# Leica Announces Amplus 6 Riflescope Series



## gr8fuldoug (Oct 29, 2013)

*Leica Announces Amplus 6 Riflescope Series*

Leica Sport Optics has launched a newly developed premium riflescope series - Leica Amplus 6. Featuring 6x zoom and reticle illumination in a 30mm design, Amplus combines high quality optical performance in a feature rich and robust construction for everyday all-around use.

Leica Amplus 6 balances premium optical performance with rugged features and is complimented by the extremely sharp illuminated dot, 6x zoom, large exit pupil and wide field of view.

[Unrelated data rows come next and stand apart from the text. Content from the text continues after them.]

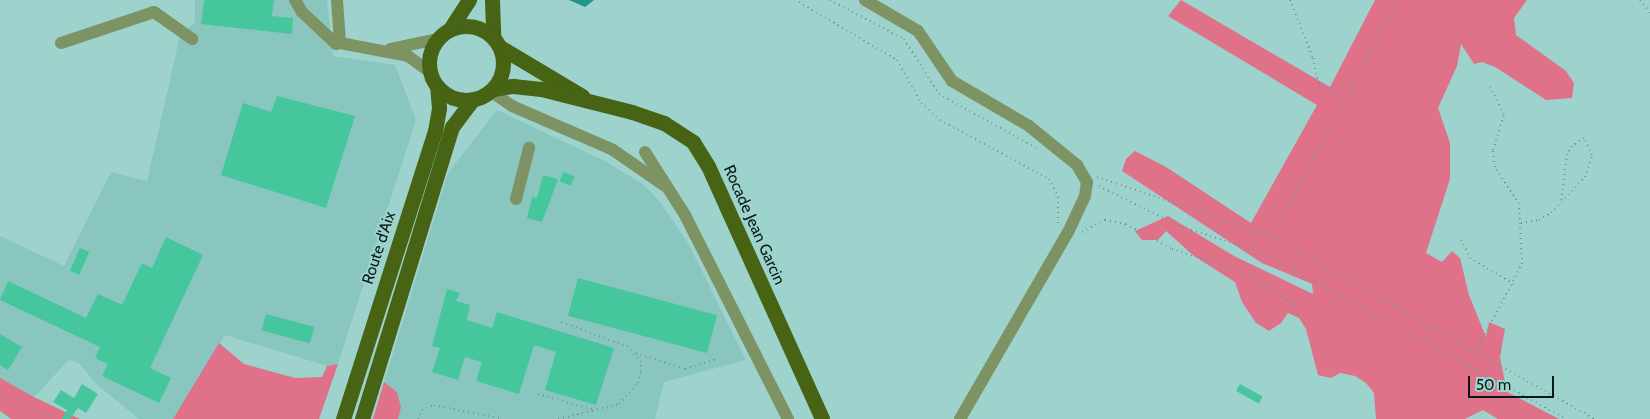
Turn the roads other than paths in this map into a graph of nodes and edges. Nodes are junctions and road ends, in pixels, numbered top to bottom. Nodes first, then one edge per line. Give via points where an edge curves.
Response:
1 (295, 0) edge
2 (337, 0) edge
3 (468, 0) edge
4 (492, 0) edge
5 (865, 0) edge
6 (450, 29) junction
7 (192, 39) dead end
8 (436, 39) junction
9 (496, 42) junction
10 (61, 43) dead end
11 (336, 44) dead end
12 (385, 50) junction
13 (429, 71) junction
14 (437, 87) junction
15 (492, 90) junction
16 (472, 100) junction
17 (599, 106) junction
18 (529, 148) dead end
19 (645, 152) dead end
20 (671, 190) junction
21 (516, 199) dead end
22 (343, 419) edge
23 (362, 419) edge
24 (788, 419) edge
25 (822, 419) edge
26 (960, 419) edge

1 - 11 street via 302,12
2 - 12 street via 340,43
3 - 6 main road
4 - 9 main road
5 - 26 street via 918,31 952,81 1029,126 1077,165 1087,180 1085,196 1059,247
6 - 8 main road
6 - 9 main road via 477,27
7 - 10 street via 154,12
8 - 12 street
8 - 13 main road via 429,54
9 - 15 main road via 504,65
9 - 17 main road, Rocade Jean Garcin
12 - 13 street via 414,59
13 - 14 main road
14 - 16 main road via 453,98
14 - 22 main road, Route d'Aix via 439,108 435,131
15 - 16 main road
15 - 17 main road, Rocade Jean Garcin via 513,86 541,89
15 - 20 street via 512,106 613,150
16 - 23 main road, Route d'Aix via 452,127
17 - 25 main road, Rocade Jean Garcin via 664,123 693,142 701,153
18 - 21 street
19 - 20 street
20 - 24 street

The robust design makes the Leica Amplus 6 ideal for uncompromising use in any situation, even in the most adverse conditions.

The extra-precise, illuminated reticles of the Amplus 6 ensure fast target acquisition and a particularly sharp and brilliant image of the illuminated dot - without annoying over-radiation. This means that users always have a clear sight picture, even in challenging light conditions. The Leica L-4a reticle serves as a tried and true universal hunting reticle for precise shooting. The Leica L-Ballistics reticle enables precision shooting at longer distances. Both reticles are in the second focal plane.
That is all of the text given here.